By Duncan Garner
The Government’s plans to expand mining have been dealt a serious blow, with one of its own MPs saying digging up Great Barrier Island is the wrong thing to do.
It’s the jewel in the crown of the outer Hauraki Gulf and Great Barrier Island is now central to the Government’s mining plans.
National’s Auckland Central MP, Nikki Kaye, says her Government should not be digging up the Barrier.
“In my view it’s unique in terms of its conservation properties, both in terms of threatened species but also from an economic perspective, I think the economics of mining are different for an island.”
Ms Kaye has broken rank with National, which wants to target 705ha of gold and silver on the island – worth $4.3 billion.
Her decision to speak out received Mr Key’s approval beforehand.
“This is clearly specific to Nikki’s electorate, on that basis, I knew she was going to make the comments she made. That’s part of a discussion document – there will be lots of views out there,” he says.
On the island today it was easy to see why Ms Kaye is arguing against the Government – her electorate survival depends on it.
“To destroy and island like this, which it would do in terms of the eco-tourism we have here, is it worth it?” says island resident Murray Willis.
Mining the Barrier will not be easy. Officials have told the Government that; “mining of any mineral is a prohibited activity on Great Barrier Island, under the Auckland City Council District Plan”, and “a plan change under the RMA would be required before any future mining operation could proceed”.
One man standing in the way of the diggers is Auckland Mayor John Banks, seeking re-election.

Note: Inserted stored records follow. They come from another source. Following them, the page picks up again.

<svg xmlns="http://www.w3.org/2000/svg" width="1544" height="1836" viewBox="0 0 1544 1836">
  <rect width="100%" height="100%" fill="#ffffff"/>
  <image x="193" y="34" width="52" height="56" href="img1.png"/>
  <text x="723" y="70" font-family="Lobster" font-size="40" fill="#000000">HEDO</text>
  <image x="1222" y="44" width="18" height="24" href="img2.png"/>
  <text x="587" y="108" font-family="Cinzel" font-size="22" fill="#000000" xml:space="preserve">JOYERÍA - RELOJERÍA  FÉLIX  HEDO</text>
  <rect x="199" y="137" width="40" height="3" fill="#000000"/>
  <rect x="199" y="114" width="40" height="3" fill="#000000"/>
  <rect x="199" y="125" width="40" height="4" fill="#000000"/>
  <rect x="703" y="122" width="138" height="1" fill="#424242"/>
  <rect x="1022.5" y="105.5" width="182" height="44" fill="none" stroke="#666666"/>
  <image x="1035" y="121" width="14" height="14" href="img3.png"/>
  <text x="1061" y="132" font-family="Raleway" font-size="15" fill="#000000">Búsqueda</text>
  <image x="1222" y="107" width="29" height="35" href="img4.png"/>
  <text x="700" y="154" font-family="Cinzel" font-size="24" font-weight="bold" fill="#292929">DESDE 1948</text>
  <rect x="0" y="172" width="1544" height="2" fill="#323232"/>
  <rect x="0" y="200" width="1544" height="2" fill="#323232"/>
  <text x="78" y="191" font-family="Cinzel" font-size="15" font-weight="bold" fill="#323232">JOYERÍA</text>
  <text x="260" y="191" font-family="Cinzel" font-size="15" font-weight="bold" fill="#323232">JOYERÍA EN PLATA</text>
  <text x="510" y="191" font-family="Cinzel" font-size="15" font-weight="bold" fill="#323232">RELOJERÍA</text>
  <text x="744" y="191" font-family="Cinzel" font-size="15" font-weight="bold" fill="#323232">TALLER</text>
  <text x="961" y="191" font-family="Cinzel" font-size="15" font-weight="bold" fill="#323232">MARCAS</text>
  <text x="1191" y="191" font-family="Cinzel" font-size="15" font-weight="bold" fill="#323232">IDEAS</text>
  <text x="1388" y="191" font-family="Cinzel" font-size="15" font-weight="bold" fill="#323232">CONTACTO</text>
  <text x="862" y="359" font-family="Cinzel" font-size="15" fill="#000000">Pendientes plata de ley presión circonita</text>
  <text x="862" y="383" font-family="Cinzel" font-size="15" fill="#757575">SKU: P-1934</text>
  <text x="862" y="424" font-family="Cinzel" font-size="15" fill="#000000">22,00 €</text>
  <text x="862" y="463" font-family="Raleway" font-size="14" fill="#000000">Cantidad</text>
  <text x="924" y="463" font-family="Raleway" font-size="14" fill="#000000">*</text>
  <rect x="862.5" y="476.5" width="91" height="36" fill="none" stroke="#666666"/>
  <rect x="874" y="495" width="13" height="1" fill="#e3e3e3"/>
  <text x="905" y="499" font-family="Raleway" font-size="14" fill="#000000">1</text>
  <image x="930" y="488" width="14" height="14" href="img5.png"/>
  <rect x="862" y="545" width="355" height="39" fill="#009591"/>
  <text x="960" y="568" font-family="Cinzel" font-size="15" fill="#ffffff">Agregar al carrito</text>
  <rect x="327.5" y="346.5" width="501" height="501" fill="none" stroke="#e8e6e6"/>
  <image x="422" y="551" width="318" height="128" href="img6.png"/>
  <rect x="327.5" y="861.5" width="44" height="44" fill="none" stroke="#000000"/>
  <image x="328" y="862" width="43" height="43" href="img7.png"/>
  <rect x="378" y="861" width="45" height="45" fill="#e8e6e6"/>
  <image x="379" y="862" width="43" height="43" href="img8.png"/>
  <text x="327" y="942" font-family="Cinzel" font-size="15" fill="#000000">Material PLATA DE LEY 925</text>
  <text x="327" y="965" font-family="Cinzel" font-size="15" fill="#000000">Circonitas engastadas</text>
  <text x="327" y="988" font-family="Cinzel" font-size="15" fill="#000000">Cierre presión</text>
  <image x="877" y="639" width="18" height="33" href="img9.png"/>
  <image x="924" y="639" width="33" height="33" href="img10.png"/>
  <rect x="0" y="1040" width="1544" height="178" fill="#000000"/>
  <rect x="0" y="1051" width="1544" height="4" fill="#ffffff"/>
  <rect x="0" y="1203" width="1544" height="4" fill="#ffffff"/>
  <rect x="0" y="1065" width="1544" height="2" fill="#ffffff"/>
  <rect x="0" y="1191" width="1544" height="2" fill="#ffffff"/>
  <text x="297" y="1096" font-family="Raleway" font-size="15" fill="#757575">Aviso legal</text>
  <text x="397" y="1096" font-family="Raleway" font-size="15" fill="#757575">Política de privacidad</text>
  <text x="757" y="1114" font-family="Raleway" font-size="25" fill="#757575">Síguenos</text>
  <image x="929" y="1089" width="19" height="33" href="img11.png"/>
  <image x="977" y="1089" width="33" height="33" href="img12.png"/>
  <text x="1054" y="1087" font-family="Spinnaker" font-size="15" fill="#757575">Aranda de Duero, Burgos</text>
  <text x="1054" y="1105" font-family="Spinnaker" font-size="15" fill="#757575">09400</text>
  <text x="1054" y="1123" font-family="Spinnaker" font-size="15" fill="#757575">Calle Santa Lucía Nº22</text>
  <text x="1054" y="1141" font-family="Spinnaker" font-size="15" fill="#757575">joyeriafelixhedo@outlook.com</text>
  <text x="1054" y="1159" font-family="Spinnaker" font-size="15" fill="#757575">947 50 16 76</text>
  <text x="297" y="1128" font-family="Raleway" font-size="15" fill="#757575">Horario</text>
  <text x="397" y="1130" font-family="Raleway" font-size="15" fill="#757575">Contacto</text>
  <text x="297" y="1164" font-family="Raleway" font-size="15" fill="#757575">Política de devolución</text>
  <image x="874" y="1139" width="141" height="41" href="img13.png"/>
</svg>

The former National Cabinet Minister also says the island must be left alone.
“It must be left in its pristine condition. How else are we going to sell 100 percent pure New Zealand?” he says.
The Government is also looking to open up parts of the Coromandel and the Paparoa National Park in the South Island.
Mr Key says open cast mining will not be happening.
“There is no way there is going to be open cast mine on the Coromandel in the future,” he says. “We wouldn’t have a dog show of getting through the RMA.”
As for the rest of the country, Mr Key says that’s “very unlikely” as well.
Labour disagrees, despite allowing the Pike River mine to go ahead in 2008, on precious conservation land on the West Coast.
“Mining our most sensitive, most beautiful, most important recreational areas, just doesn’t make sense,” says party leader Phil Goff.
He flies to the Barrier tomorrow, while Ms Kaye is hoping her Government isn’t flying in the face of public opinion.